ENTRIES SHOWN START
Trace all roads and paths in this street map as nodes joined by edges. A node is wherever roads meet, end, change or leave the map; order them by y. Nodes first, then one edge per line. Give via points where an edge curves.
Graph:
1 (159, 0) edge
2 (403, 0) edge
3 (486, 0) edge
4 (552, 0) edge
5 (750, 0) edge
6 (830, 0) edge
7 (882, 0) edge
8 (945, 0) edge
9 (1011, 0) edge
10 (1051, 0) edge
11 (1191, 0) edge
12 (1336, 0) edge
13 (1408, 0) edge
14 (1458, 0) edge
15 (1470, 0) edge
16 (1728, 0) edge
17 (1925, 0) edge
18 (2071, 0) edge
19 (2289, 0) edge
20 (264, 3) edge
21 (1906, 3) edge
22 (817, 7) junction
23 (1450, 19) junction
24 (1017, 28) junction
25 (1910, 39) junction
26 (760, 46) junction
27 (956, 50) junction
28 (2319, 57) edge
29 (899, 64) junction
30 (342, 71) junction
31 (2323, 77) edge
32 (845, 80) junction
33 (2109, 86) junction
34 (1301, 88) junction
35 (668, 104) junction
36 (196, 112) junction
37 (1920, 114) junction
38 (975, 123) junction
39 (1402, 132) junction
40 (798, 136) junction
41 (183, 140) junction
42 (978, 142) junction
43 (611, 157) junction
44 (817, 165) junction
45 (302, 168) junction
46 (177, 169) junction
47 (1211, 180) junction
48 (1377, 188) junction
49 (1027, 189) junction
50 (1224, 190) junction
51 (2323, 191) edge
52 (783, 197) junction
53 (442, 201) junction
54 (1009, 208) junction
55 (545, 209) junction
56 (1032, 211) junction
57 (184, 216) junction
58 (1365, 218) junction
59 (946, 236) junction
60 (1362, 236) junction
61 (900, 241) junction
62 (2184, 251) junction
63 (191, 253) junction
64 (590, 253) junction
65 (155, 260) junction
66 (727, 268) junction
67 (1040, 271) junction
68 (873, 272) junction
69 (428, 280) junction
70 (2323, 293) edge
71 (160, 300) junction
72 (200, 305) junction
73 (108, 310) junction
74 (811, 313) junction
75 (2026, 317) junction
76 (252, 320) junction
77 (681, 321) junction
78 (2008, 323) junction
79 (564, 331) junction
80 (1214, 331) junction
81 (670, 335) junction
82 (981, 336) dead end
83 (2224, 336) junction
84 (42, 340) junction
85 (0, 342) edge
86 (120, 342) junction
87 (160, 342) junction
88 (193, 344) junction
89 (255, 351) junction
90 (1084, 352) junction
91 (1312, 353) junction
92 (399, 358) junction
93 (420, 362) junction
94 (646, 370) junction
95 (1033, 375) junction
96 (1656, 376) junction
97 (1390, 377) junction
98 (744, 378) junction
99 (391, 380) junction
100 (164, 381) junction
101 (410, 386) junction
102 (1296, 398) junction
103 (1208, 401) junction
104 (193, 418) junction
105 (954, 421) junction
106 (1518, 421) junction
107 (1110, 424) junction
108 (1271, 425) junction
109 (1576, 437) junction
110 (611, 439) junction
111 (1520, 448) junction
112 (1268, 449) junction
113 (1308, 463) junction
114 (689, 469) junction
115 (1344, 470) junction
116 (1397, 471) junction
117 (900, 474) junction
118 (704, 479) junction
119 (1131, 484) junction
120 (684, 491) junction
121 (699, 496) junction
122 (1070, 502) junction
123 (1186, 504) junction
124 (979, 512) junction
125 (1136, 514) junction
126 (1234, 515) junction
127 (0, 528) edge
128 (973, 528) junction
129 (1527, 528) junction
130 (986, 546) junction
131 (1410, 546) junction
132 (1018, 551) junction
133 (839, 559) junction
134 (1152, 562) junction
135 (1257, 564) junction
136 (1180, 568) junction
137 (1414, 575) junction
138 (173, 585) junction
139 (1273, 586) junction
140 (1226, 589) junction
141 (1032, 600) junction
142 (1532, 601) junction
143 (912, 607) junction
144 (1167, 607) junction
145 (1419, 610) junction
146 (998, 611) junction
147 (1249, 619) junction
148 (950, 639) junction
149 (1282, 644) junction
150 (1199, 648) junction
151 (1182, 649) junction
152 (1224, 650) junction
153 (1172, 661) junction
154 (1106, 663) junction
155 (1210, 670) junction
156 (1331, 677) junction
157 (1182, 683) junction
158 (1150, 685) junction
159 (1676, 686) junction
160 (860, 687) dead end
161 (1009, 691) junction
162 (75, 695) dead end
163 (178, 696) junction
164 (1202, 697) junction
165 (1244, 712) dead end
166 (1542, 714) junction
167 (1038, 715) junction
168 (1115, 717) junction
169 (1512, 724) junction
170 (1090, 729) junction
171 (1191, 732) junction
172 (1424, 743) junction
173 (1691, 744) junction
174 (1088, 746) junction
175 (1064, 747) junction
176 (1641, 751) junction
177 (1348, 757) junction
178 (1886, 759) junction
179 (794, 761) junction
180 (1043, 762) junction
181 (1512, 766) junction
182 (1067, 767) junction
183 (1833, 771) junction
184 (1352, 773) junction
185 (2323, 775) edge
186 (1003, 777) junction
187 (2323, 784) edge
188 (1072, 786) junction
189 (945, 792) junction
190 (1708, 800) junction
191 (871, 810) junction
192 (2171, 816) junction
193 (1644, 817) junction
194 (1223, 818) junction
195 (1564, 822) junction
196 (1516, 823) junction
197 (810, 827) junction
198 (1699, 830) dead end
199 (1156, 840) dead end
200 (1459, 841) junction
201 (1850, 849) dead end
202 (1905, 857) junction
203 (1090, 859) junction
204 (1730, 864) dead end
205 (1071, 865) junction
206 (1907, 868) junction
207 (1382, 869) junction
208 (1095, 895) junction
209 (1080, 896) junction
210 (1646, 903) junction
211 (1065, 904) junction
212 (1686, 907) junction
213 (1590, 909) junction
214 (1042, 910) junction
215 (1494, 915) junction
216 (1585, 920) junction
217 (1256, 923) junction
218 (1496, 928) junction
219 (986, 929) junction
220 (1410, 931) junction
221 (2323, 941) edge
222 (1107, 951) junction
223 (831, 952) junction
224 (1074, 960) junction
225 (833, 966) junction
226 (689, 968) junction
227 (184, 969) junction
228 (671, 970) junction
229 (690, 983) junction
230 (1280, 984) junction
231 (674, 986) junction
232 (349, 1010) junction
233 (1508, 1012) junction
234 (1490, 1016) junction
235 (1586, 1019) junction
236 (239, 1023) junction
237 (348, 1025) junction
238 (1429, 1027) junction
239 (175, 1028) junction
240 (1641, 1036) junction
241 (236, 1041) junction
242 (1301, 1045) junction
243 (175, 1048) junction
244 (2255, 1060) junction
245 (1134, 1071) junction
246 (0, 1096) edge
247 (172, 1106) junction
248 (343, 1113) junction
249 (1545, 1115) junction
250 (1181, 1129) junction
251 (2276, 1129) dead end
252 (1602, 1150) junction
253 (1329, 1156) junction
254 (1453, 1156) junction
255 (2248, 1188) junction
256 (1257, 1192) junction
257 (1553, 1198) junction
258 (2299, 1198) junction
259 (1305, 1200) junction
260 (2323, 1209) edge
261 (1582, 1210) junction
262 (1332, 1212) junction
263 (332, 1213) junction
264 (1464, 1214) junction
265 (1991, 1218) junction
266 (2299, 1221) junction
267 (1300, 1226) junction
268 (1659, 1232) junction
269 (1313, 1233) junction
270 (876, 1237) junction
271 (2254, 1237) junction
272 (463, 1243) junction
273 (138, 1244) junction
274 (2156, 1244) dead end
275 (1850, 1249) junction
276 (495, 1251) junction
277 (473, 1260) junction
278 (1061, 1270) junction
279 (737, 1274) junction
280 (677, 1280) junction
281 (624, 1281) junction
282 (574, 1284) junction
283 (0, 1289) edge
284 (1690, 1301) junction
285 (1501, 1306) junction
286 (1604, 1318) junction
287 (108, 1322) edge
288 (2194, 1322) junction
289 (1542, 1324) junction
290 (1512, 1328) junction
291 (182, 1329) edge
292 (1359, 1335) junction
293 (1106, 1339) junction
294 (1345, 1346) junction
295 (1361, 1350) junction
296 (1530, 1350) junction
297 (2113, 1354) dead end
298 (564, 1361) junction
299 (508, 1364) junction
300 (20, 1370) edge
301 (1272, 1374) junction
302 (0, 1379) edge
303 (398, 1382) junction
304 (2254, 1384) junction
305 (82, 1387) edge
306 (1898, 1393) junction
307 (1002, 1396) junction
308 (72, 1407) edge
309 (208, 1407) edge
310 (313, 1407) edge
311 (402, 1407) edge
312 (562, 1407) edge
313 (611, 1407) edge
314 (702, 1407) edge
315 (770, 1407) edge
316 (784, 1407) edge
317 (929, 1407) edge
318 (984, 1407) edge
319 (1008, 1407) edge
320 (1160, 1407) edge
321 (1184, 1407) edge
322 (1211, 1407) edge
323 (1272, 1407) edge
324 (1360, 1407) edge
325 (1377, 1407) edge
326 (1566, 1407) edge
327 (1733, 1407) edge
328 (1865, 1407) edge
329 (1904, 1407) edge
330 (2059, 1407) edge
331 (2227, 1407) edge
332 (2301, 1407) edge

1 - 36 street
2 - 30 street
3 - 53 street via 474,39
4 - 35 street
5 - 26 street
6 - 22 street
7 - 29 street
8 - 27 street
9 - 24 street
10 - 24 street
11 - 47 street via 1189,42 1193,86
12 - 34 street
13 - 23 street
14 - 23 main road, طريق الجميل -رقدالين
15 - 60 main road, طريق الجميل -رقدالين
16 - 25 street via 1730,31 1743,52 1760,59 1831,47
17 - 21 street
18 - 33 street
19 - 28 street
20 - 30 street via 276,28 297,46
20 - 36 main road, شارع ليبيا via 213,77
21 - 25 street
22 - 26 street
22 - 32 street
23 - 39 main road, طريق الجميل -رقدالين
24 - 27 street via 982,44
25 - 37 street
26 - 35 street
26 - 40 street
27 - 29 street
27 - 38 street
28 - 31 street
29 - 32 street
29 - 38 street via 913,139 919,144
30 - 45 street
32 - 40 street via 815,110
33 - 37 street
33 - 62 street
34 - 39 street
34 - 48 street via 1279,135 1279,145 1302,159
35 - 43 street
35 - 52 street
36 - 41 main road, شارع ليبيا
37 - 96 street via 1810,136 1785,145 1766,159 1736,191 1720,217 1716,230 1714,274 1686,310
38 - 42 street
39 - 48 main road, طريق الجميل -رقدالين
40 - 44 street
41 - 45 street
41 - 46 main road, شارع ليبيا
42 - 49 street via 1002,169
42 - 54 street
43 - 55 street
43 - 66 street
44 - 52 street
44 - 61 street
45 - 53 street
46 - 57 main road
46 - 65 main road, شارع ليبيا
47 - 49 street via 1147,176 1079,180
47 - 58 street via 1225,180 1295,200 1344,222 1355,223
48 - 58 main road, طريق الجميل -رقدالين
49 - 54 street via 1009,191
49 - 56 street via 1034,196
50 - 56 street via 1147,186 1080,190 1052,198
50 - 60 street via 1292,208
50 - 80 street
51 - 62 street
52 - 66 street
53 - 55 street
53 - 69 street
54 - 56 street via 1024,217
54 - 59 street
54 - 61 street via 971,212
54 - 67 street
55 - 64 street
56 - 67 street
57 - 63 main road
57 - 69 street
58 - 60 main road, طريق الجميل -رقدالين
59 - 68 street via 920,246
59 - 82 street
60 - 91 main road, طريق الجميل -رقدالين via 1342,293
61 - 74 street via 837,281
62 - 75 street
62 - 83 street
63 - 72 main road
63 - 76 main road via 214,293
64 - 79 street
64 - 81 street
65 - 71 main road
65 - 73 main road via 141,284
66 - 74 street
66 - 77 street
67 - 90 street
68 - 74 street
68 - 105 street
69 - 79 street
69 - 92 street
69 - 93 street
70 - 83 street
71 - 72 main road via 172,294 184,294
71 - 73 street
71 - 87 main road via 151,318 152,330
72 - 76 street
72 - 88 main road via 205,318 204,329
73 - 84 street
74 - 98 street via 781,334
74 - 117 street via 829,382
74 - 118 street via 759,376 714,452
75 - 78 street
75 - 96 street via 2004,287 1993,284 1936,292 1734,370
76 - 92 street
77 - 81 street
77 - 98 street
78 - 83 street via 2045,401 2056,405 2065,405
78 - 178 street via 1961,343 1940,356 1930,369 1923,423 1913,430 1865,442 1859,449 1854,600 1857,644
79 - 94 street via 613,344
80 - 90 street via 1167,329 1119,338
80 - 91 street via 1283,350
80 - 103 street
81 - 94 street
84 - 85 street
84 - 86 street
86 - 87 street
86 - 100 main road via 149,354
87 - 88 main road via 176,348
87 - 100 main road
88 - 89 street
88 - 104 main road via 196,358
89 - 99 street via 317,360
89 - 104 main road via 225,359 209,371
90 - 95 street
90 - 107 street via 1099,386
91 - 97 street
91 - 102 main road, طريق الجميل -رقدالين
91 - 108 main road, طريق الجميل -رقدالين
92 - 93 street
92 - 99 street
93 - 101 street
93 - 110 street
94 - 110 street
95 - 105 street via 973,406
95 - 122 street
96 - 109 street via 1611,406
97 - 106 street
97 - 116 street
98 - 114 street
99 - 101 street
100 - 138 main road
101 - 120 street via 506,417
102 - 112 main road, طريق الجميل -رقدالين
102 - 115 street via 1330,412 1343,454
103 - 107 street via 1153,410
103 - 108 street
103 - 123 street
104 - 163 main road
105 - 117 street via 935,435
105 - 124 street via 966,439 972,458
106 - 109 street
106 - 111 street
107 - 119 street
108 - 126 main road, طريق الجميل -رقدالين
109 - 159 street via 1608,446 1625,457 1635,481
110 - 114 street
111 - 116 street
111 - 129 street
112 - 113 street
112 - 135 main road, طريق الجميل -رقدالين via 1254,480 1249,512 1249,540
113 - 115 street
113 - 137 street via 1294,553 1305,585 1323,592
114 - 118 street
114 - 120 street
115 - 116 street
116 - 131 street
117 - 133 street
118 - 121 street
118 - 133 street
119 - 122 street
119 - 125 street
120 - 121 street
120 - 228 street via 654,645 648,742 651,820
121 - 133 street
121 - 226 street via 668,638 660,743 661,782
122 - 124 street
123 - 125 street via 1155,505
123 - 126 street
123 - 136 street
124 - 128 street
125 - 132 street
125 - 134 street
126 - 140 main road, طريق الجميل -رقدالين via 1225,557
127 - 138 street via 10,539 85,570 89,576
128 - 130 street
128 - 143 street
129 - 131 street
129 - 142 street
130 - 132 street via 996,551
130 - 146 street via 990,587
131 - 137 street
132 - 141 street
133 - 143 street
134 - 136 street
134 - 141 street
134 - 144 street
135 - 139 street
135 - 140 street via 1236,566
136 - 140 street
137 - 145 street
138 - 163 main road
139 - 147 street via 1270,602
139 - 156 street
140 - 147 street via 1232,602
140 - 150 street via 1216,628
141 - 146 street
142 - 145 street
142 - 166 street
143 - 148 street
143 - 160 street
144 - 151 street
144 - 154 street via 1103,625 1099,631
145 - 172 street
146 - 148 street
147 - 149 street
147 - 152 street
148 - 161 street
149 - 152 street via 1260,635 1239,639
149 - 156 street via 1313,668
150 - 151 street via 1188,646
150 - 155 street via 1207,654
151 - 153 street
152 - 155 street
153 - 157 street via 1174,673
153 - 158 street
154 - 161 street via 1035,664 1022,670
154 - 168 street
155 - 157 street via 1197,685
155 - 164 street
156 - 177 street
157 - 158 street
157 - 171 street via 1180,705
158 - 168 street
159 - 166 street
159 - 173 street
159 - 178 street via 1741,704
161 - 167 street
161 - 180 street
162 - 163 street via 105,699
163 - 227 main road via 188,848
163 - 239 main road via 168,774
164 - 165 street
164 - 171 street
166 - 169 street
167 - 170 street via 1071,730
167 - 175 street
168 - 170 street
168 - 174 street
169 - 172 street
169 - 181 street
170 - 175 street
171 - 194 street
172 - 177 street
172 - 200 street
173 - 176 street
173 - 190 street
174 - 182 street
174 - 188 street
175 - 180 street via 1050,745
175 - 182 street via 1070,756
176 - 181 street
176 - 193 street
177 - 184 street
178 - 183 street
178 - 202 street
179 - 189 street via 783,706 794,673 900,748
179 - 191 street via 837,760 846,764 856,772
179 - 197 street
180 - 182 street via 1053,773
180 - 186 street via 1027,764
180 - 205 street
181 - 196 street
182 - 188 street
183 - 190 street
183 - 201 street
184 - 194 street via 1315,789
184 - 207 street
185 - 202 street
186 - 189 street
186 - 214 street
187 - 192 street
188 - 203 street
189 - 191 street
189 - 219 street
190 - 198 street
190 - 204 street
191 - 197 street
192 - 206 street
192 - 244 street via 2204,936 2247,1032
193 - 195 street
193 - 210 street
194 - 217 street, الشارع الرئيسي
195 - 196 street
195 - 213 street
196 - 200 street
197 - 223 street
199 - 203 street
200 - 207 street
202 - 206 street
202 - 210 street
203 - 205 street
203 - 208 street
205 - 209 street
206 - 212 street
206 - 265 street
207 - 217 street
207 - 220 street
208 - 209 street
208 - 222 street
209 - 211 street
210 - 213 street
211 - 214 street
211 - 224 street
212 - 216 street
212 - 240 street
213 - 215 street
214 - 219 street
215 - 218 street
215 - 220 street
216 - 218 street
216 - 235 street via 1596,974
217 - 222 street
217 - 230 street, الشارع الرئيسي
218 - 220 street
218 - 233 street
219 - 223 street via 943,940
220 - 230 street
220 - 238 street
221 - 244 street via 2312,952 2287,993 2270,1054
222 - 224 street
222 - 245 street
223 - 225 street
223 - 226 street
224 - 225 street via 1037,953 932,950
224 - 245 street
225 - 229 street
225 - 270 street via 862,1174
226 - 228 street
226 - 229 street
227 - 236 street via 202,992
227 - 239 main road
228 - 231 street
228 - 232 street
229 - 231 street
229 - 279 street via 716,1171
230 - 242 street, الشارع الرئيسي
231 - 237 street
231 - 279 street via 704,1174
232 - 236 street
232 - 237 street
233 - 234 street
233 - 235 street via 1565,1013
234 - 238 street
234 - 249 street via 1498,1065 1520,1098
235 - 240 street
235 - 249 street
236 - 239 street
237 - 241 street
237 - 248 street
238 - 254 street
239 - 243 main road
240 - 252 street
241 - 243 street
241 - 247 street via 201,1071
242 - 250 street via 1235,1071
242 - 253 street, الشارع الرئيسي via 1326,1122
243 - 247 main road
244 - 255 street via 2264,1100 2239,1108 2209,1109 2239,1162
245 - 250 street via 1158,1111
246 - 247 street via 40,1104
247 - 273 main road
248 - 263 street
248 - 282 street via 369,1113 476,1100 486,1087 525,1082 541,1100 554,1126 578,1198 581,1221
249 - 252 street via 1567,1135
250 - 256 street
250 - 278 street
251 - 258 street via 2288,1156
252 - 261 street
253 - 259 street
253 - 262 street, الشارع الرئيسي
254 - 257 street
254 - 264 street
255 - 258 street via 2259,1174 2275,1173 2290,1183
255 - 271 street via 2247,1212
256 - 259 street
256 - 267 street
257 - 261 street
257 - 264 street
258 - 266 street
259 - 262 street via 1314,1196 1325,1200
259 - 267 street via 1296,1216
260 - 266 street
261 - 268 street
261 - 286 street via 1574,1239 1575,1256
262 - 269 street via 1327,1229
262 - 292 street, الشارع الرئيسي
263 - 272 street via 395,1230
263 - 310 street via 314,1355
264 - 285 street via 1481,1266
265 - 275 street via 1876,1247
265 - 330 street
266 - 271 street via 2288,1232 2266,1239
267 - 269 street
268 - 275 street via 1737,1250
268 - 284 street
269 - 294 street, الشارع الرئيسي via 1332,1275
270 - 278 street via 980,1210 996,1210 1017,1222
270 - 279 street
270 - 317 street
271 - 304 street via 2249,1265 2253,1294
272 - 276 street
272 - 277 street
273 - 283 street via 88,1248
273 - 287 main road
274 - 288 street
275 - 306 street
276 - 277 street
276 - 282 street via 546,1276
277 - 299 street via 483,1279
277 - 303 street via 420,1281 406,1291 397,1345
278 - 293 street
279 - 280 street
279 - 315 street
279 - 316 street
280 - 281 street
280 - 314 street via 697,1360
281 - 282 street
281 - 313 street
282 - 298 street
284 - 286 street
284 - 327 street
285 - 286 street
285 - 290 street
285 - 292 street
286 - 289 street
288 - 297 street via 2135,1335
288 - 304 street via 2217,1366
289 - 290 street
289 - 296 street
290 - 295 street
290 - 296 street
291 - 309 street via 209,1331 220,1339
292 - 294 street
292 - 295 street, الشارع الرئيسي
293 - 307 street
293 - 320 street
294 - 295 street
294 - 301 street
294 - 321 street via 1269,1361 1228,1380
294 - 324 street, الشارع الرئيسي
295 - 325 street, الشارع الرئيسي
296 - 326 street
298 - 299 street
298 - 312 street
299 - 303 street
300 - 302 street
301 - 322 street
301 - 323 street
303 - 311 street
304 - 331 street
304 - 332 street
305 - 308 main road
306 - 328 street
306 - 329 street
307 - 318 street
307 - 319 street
ENTRIES SHOWN END
REQUIREMENT |
If a line of the records above holds the word "الرئيسي", show it.

TASK OUTPUT |
194 - 217 street, الشارع الرئيسي
217 - 230 street, الشارع الرئيسي
230 - 242 street, الشارع الرئيسي
242 - 253 street, الشارع الرئيسي via 1326,1122
253 - 262 street, الشارع الرئيسي
262 - 292 street, الشارع الرئيسي
269 - 294 street, الشارع الرئيسي via 1332,1275
292 - 295 street, الشارع الرئيسي
294 - 324 street, الشارع الرئيسي
295 - 325 street, الشارع الرئيسي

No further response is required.